Part III: Plan for Government Reform
1. Hold state spending in FY2012–13 to projected revenues minus job-creation tax relief.
Current state general fund spending (FY2010–11) is $30.7 billion, not including $2.2 billion in additional one-time federal “stimulus” money to soften projected budget cuts. Tom Emmer believes that Minnesotans cannot shoulder the higher tax burdens which Mark Dayton and Tom Horner propose. Emmer also believes that the only correct policy to solve Minnesota’s jobs deficit is to provide employers with tax relief so they reinvest in their businesses and hire new workers.
With state revenue projections expected to grow to $32.9 billion in FY2012-13, Tom Emmer believes we can help employers create new jobs, hold K-12 education funding harmless, and maintain core services with broad reforms without raising taxes.
2. Reprioritize unsustainable, run-away human services spending to focus on the most vulnerable.
Left unchecked, health and human services spending increases will destroy Minnesota’s ability to fund schools, roads, public safety, and other core functions. Health and Human Services is set for a 32% percent increase in FY2012-13. If left unchecked Health and Human Services spending will more than consume current state revenue by 2020.
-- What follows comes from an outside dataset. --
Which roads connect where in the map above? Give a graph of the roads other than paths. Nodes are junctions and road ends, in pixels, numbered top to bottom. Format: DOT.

- Refocus spending on programs for children and seniors which have been historically underfunded.
- Work with the legislature to reform programs for adults.
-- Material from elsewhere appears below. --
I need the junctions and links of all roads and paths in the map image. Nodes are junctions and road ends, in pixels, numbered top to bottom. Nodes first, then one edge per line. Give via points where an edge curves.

- Health and Human Services will total $9.6 billion; a $650 million increase in state funding.
3. Reform the relationship between state and local governments.
- Reform Local Government Aid to focus solely on public safety and critical infrastructure needs. Originally LGA was a means to help property-tax poor local units of government meet critical needs like policing, fire protection, and sewer services. Over several decades, LGA expanded to an often politically targeted subsidy for many local governments - in the process paying for non-critical services. Tom Emmer believes that LGA spending must be held to a level which will meet its original purpose but not more.
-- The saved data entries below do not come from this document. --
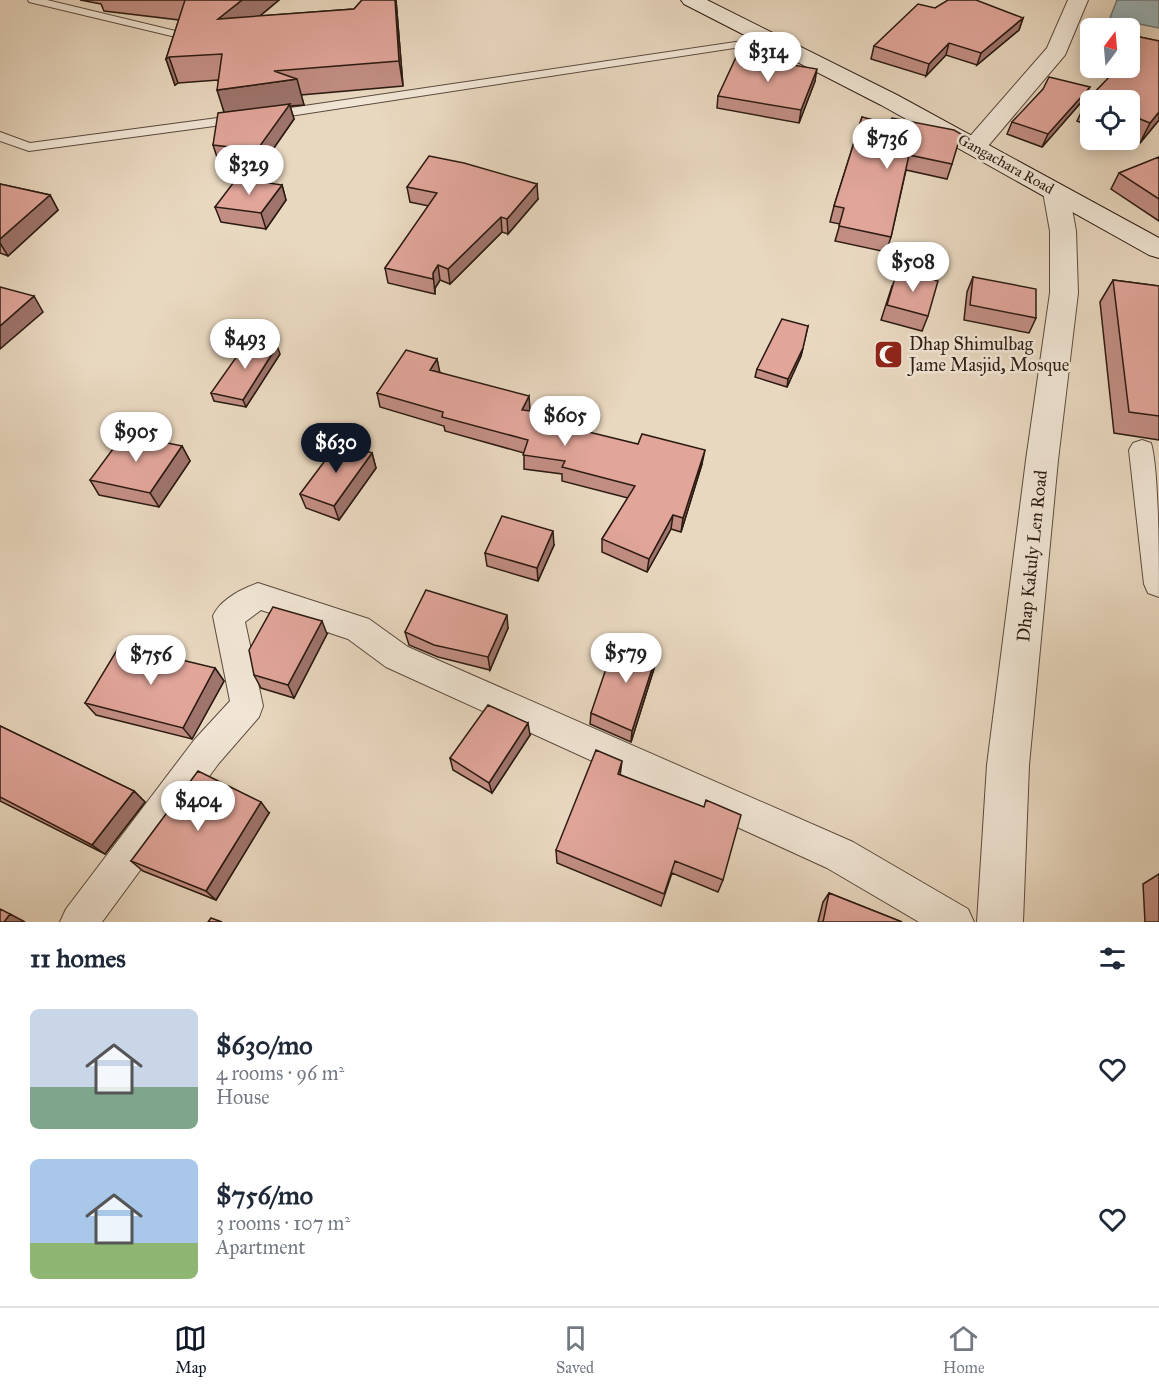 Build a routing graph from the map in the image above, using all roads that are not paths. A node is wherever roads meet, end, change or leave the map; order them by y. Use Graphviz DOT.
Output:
graph roads {
  1 [pos="33,0"];
  2 [pos="691,0"];
  3 [pos="1077,0"];
  4 [pos="180,35"];
  5 [pos="769,40"];
  6 [pos="0,136"];
  7 [pos="975,147"];
  8 [pos="1056,192"];
  9 [pos="1159,249"];
  10 [pos="1142,450"];
  11 [pos="1159,584"];
  12 [pos="79,922"];
  13 [pos="955,922"];
  14 [pos="1000,922"];
  1 -- 4 [label="lane"];
  2 -- 5 [label="street, Gangachara Road"];
  3 -- 7 [label="street"];
  5 -- 6 [label="lane"];
  5 -- 7 [label="street, Gangachara Road"];
  7 -- 8 [label="street, Gangachara Road"];
  8 -- 9 [label="street, Gangachara Road"];
  8 -- 14 [label="street, Dhap Kakuly Len Road"];
  10 -- 11 [label="street"];
  12 -- 13 [label="street"];
}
- Give local governments relief from state mandates. Work with the League of Minnesota Cities, Coalition of Greater Minnesota Cities and Association of Minnesota Counties to identify mandate reforms that will alleviate unnecessary burdens on local units of government.
4. Put state government bureaucracies on a diet.
- Cut bureaucracies and programs which are not fundamental to state government’s mission.
- Reduce the government workforce through attrition and early-retirement.
- Merge agencies to streamline decision making and reduce costs.